## The task
Make a verbatim copy of the records; pictures stay out.
*** Block opens ***
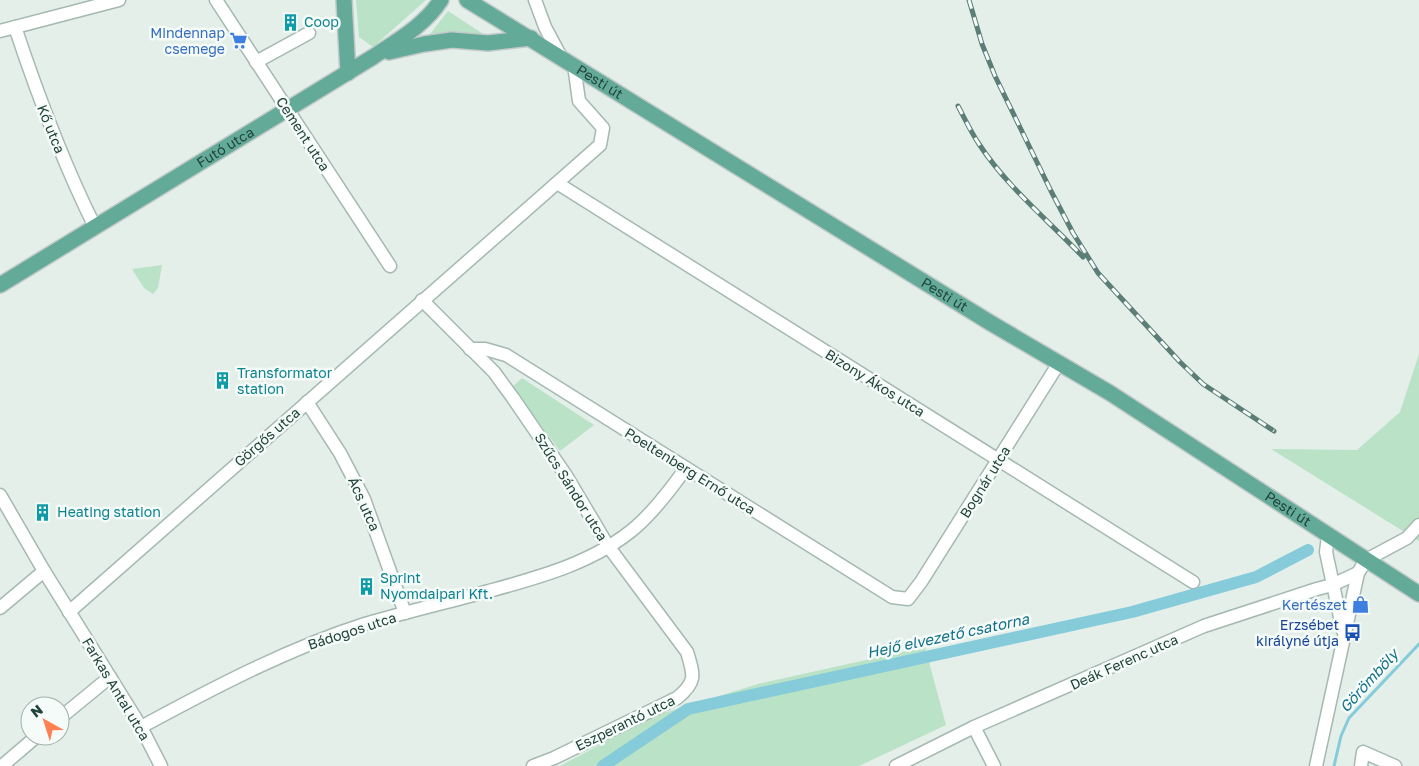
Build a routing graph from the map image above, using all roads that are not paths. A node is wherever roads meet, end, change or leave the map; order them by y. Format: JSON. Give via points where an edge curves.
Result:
{"nodes":[{"id":1,"x":118,"y":0,"type":"edge"},
{"id":2,"x":216,"y":0,"type":"edge"},
{"id":3,"x":344,"y":0,"type":"edge"},
{"id":4,"x":441,"y":0,"type":"edge"},
{"id":5,"x":467,"y":0,"type":"edge"},
{"id":6,"x":535,"y":0,"type":"edge"},
{"id":7,"x":14,"y":27,"type":"junction"},
{"id":8,"x":0,"y":31,"type":"edge"},
{"id":9,"x":309,"y":33,"type":"dead end"},
{"id":10,"x":531,"y":38,"type":"junction"},
{"id":11,"x":378,"y":54,"type":"junction"},
{"id":12,"x":568,"y":61,"type":"junction"},
{"id":13,"x":256,"y":62,"type":"junction"},
{"id":14,"x":348,"y":73,"type":"junction"},
{"id":15,"x":287,"y":110,"type":"junction"},
{"id":16,"x":557,"y":184,"type":"junction"},
{"id":17,"x":95,"y":227,"type":"junction"},
{"id":18,"x":390,"y":266,"type":"dead end"},
{"id":19,"x":0,"y":285,"type":"edge"},
{"id":20,"x":422,"y":300,"type":"junction"},
{"id":21,"x":470,"y":349,"type":"junction"},
{"id":22,"x":1059,"y":363,"type":"junction"},
{"id":23,"x":307,"y":402,"type":"junction"},
{"id":24,"x":998,"y":460,"type":"junction"},
{"id":25,"x":686,"y":468,"type":"junction"},
{"id":26,"x":0,"y":495,"type":"edge"},
{"id":27,"x":1419,"y":525,"type":"edge"},
{"id":28,"x":1328,"y":536,"type":"junction"},
{"id":29,"x":608,"y":546,"type":"junction"},
{"id":30,"x":1362,"y":567,"type":"junction"},
{"id":31,"x":44,"y":571,"type":"junction"},
{"id":32,"x":1192,"y":582,"type":"dead end"},
{"id":33,"x":1332,"y":585,"type":"junction"},
{"id":34,"x":1419,"y":594,"type":"edge"},
{"id":35,"x":908,"y":599,"type":"joint"},
{"id":36,"x":0,"y":608,"type":"edge"},
{"id":37,"x":69,"y":612,"type":"junction"},
{"id":38,"x":406,"y":613,"type":"junction"},
{"id":39,"x":1343,"y":634,"type":"junction"},
{"id":40,"x":110,"y":677,"type":"junction"},
{"id":41,"x":688,"y":689,"type":"joint"},
{"id":42,"x":70,"y":710,"type":"edge"},
{"id":43,"x":141,"y":726,"type":"junction"},
{"id":44,"x":974,"y":727,"type":"junction"},
{"id":45,"x":25,"y":746,"type":"edge"},
{"id":46,"x":2,"y":766,"type":"edge"},
{"id":47,"x":161,"y":766,"type":"edge"},
{"id":48,"x":533,"y":766,"type":"edge"},
{"id":49,"x":896,"y":766,"type":"edge"},
{"id":50,"x":994,"y":766,"type":"edge"},
{"id":51,"x":1316,"y":766,"type":"edge"},
{"id":52,"x":1361,"y":766,"type":"edge"},
{"id":53,"x":1395,"y":766,"type":"edge"}],
"edges":[{"from":1,"to":7,"type":"street"},
{"from":2,"to":13,"type":"street","name":"Cement utca"},
{"from":3,"to":14,"type":"main road"},
{"from":4,"to":11,"type":"main road","name":"Futó utca","via":[[415,30]]},
{"from":5,"to":10,"type":"main road","name":"Pesti út"},
{"from":6,"to":12,"type":"street","via":[[545,27]]},
{"from":7,"to":8,"type":"street"},
{"from":7,"to":17,"type":"street","name":"Kő utca","via":[[72,181]]},
{"from":9,"to":13,"type":"street"},
{"from":10,"to":11,"type":"main road","via":[[488,42],[452,40]]},
{"from":10,"to":12,"type":"main road","name":"Pesti út"},
{"from":11,"to":14,"type":"main road","name":"Futó utca"},
{"from":12,"to":16,"type":"street","name":"Görgős utca","via":[[579,101],[603,128],[600,145]]},
{"from":12,"to":22,"type":"main road","name":"Pesti út"},
{"from":13,"to":15,"type":"street","name":"Cement utca"},
{"from":14,"to":15,"type":"main road","name":"Futó utca"},
{"from":15,"to":17,"type":"main road","name":"Futó utca"},
{"from":15,"to":18,"type":"street","name":"Cement utca"},
{"from":16,"to":20,"type":"street","name":"Görgős utca"},
{"from":16,"to":24,"type":"street","name":"Bizony Ákos utca"},
{"from":17,"to":19,"type":"main road","name":"Futó utca"},
{"from":20,"to":21,"type":"street","name":"Szűcs Sándor utca"},
{"from":20,"to":23,"type":"street","name":"Görgős utca"},
{"from":21,"to":25,"type":"street","name":"Poeltenberg Ernő utca","via":[[506,355]]},
{"from":21,"to":29,"type":"street","name":"Szűcs Sándor utca","via":[[494,372],[513,398],[567,477]]},
{"from":22,"to":24,"type":"street","name":"Bognár utca"},
{"from":22,"to":28,"type":"main road","name":"Pesti út"},
{"from":23,"to":37,"type":"street","name":"Görgős utca"},
{"from":23,"to":38,"type":"street","name":"Ács utca","via":[[340,453],[364,499]]},
{"from":24,"to":32,"type":"street","name":"Bizony Ákos utca"},
{"from":24,"to":35,"type":"street","name":"Bognár utca"},
{"from":25,"to":29,"type":"street","name":"Bádogos utca","via":[[636,527]]},
{"from":25,"to":35,"type":"street","name":"Poeltenberg Ernő utca","via":[[892,598]]},
{"from":26,"to":31,"type":"street","name":"Farkas Antal utca"},
{"from":27,"to":30,"type":"street","name":"Deák Ferenc utca","via":[[1407,538]]},
{"from":28,"to":30,"type":"main road","name":"Pesti út"},
{"from":28,"to":33,"type":"street","via":[[1326,552]]},
{"from":29,"to":38,"type":"street","name":"Bádogos utca","via":[[554,572]]},
{"from":29,"to":41,"type":"street","name":"Szűcs Sándor utca","via":[[687,652],[693,680]]},
{"from":30,"to":33,"type":"street","name":"Deák Ferenc utca"},
{"from":30,"to":34,"type":"main road","name":"Pesti út"},
{"from":30,"to":39,"type":"street"},
{"from":31,"to":36,"type":"street"},
{"from":31,"to":37,"type":"street","name":"Farkas Antal utca"},
{"from":33,"to":39,"type":"street"},
{"from":33,"to":44,"type":"street","name":"Deák Ferenc utca","via":[[1204,626]]},
{"from":37,"to":40,"type":"street","name":"Farkas Antal utca"},
{"from":38,"to":43,"type":"street","name":"Bádogos utca","via":[[304,646]]},
{"from":39,"to":51,"type":"street"},
{"from":40,"to":42,"type":"street"},
{"from":40,"to":43,"type":"street","name":"Farkas Antal utca"},
{"from":41,"to":48,"type":"street","name":"Eszperantó utca","via":[[677,698]]},
{"from":43,"to":47,"type":"street","name":"Farkas Antal utca"},
{"from":44,"to":49,"type":"street","name":"Deák Ferenc utca"},
{"from":44,"to":50,"type":"street"},
{"from":45,"to":46,"type":"street"},
{"from":52,"to":53,"type":"street","via":[[1363,752]]}]}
*** Block closes ***
## Answer space
Build a routing graph from the map image above, using all roads that are not paths. A node is wherever roads meet, end, change or leave the map; order them by y. Format: JSON. Give via points where an edge curves.
Result:
{"nodes":[{"id":1,"x":118,"y":0,"type":"edge"},
{"id":2,"x":216,"y":0,"type":"edge"},
{"id":3,"x":344,"y":0,"type":"edge"},
{"id":4,"x":441,"y":0,"type":"edge"},
{"id":5,"x":467,"y":0,"type":"edge"},
{"id":6,"x":535,"y":0,"type":"edge"},
{"id":7,"x":14,"y":27,"type":"junction"},
{"id":8,"x":0,"y":31,"type":"edge"},
{"id":9,"x":309,"y":33,"type":"dead end"},
{"id":10,"x":531,"y":38,"type":"junction"},
{"id":11,"x":378,"y":54,"type":"junction"},
{"id":12,"x":568,"y":61,"type":"junction"},
{"id":13,"x":256,"y":62,"type":"junction"},
{"id":14,"x":348,"y":73,"type":"junction"},
{"id":15,"x":287,"y":110,"type":"junction"},
{"id":16,"x":557,"y":184,"type":"junction"},
{"id":17,"x":95,"y":227,"type":"junction"},
{"id":18,"x":390,"y":266,"type":"dead end"},
{"id":19,"x":0,"y":285,"type":"edge"},
{"id":20,"x":422,"y":300,"type":"junction"},
{"id":21,"x":470,"y":349,"type":"junction"},
{"id":22,"x":1059,"y":363,"type":"junction"},
{"id":23,"x":307,"y":402,"type":"junction"},
{"id":24,"x":998,"y":460,"type":"junction"},
{"id":25,"x":686,"y":468,"type":"junction"},
{"id":26,"x":0,"y":495,"type":"edge"},
{"id":27,"x":1419,"y":525,"type":"edge"},
{"id":28,"x":1328,"y":536,"type":"junction"},
{"id":29,"x":608,"y":546,"type":"junction"},
{"id":30,"x":1362,"y":567,"type":"junction"},
{"id":31,"x":44,"y":571,"type":"junction"},
{"id":32,"x":1192,"y":582,"type":"dead end"},
{"id":33,"x":1332,"y":585,"type":"junction"},
{"id":34,"x":1419,"y":594,"type":"edge"},
{"id":35,"x":908,"y":599,"type":"joint"},
{"id":36,"x":0,"y":608,"type":"edge"},
{"id":37,"x":69,"y":612,"type":"junction"},
{"id":38,"x":406,"y":613,"type":"junction"},
{"id":39,"x":1343,"y":634,"type":"junction"},
{"id":40,"x":110,"y":677,"type":"junction"},
{"id":41,"x":688,"y":689,"type":"joint"},
{"id":42,"x":70,"y":710,"type":"edge"},
{"id":43,"x":141,"y":726,"type":"junction"},
{"id":44,"x":974,"y":727,"type":"junction"},
{"id":45,"x":25,"y":746,"type":"edge"},
{"id":46,"x":2,"y":766,"type":"edge"},
{"id":47,"x":161,"y":766,"type":"edge"},
{"id":48,"x":533,"y":766,"type":"edge"},
{"id":49,"x":896,"y":766,"type":"edge"},
{"id":50,"x":994,"y":766,"type":"edge"},
{"id":51,"x":1316,"y":766,"type":"edge"},
{"id":52,"x":1361,"y":766,"type":"edge"},
{"id":53,"x":1395,"y":766,"type":"edge"}],
"edges":[{"from":1,"to":7,"type":"street"},
{"from":2,"to":13,"type":"street","name":"Cement utca"},
{"from":3,"to":14,"type":"main road"},
{"from":4,"to":11,"type":"main road","name":"Futó utca","via":[[415,30]]},
{"from":5,"to":10,"type":"main road","name":"Pesti út"},
{"from":6,"to":12,"type":"street","via":[[545,27]]},
{"from":7,"to":8,"type":"street"},
{"from":7,"to":17,"type":"street","name":"Kő utca","via":[[72,181]]},
{"from":9,"to":13,"type":"street"},
{"from":10,"to":11,"type":"main road","via":[[488,42],[452,40]]},
{"from":10,"to":12,"type":"main road","name":"Pesti út"},
{"from":11,"to":14,"type":"main road","name":"Futó utca"},
{"from":12,"to":16,"type":"street","name":"Görgős utca","via":[[579,101],[603,128],[600,145]]},
{"from":12,"to":22,"type":"main road","name":"Pesti út"},
{"from":13,"to":15,"type":"street","name":"Cement utca"},
{"from":14,"to":15,"type":"main road","name":"Futó utca"},
{"from":15,"to":17,"type":"main road","name":"Futó utca"},
{"from":15,"to":18,"type":"street","name":"Cement utca"},
{"from":16,"to":20,"type":"street","name":"Görgős utca"},
{"from":16,"to":24,"type":"street","name":"Bizony Ákos utca"},
{"from":17,"to":19,"type":"main road","name":"Futó utca"},
{"from":20,"to":21,"type":"street","name":"Szűcs Sándor utca"},
{"from":20,"to":23,"type":"street","name":"Görgős utca"},
{"from":21,"to":25,"type":"street","name":"Poeltenberg Ernő utca","via":[[506,355]]},
{"from":21,"to":29,"type":"street","name":"Szűcs Sándor utca","via":[[494,372],[513,398],[567,477]]},
{"from":22,"to":24,"type":"street","name":"Bognár utca"},
{"from":22,"to":28,"type":"main road","name":"Pesti út"},
{"from":23,"to":37,"type":"street","name":"Görgős utca"},
{"from":23,"to":38,"type":"street","name":"Ács utca","via":[[340,453],[364,499]]},
{"from":24,"to":32,"type":"street","name":"Bizony Ákos utca"},
{"from":24,"to":35,"type":"street","name":"Bognár utca"},
{"from":25,"to":29,"type":"street","name":"Bádogos utca","via":[[636,527]]},
{"from":25,"to":35,"type":"street","name":"Poeltenberg Ernő utca","via":[[892,598]]},
{"from":26,"to":31,"type":"street","name":"Farkas Antal utca"},
{"from":27,"to":30,"type":"street","name":"Deák Ferenc utca","via":[[1407,538]]},
{"from":28,"to":30,"type":"main road","name":"Pesti út"},
{"from":28,"to":33,"type":"street","via":[[1326,552]]},
{"from":29,"to":38,"type":"street","name":"Bádogos utca","via":[[554,572]]},
{"from":29,"to":41,"type":"street","name":"Szűcs Sándor utca","via":[[687,652],[693,680]]},
{"from":30,"to":33,"type":"street","name":"Deák Ferenc utca"},
{"from":30,"to":34,"type":"main road","name":"Pesti út"},
{"from":30,"to":39,"type":"street"},
{"from":31,"to":36,"type":"street"},
{"from":31,"to":37,"type":"street","name":"Farkas Antal utca"},
{"from":33,"to":39,"type":"street"},
{"from":33,"to":44,"type":"street","name":"Deák Ferenc utca","via":[[1204,626]]},
{"from":37,"to":40,"type":"street","name":"Farkas Antal utca"},
{"from":38,"to":43,"type":"street","name":"Bádogos utca","via":[[304,646]]},
{"from":39,"to":51,"type":"street"},
{"from":40,"to":42,"type":"street"},
{"from":40,"to":43,"type":"street","name":"Farkas Antal utca"},
{"from":41,"to":48,"type":"street","name":"Eszperantó utca","via":[[677,698]]},
{"from":43,"to":47,"type":"street","name":"Farkas Antal utca"},
{"from":44,"to":49,"type":"street","name":"Deák Ferenc utca"},
{"from":44,"to":50,"type":"street"},
{"from":45,"to":46,"type":"street"},
{"from":52,"to":53,"type":"street","via":[[1363,752]]}]}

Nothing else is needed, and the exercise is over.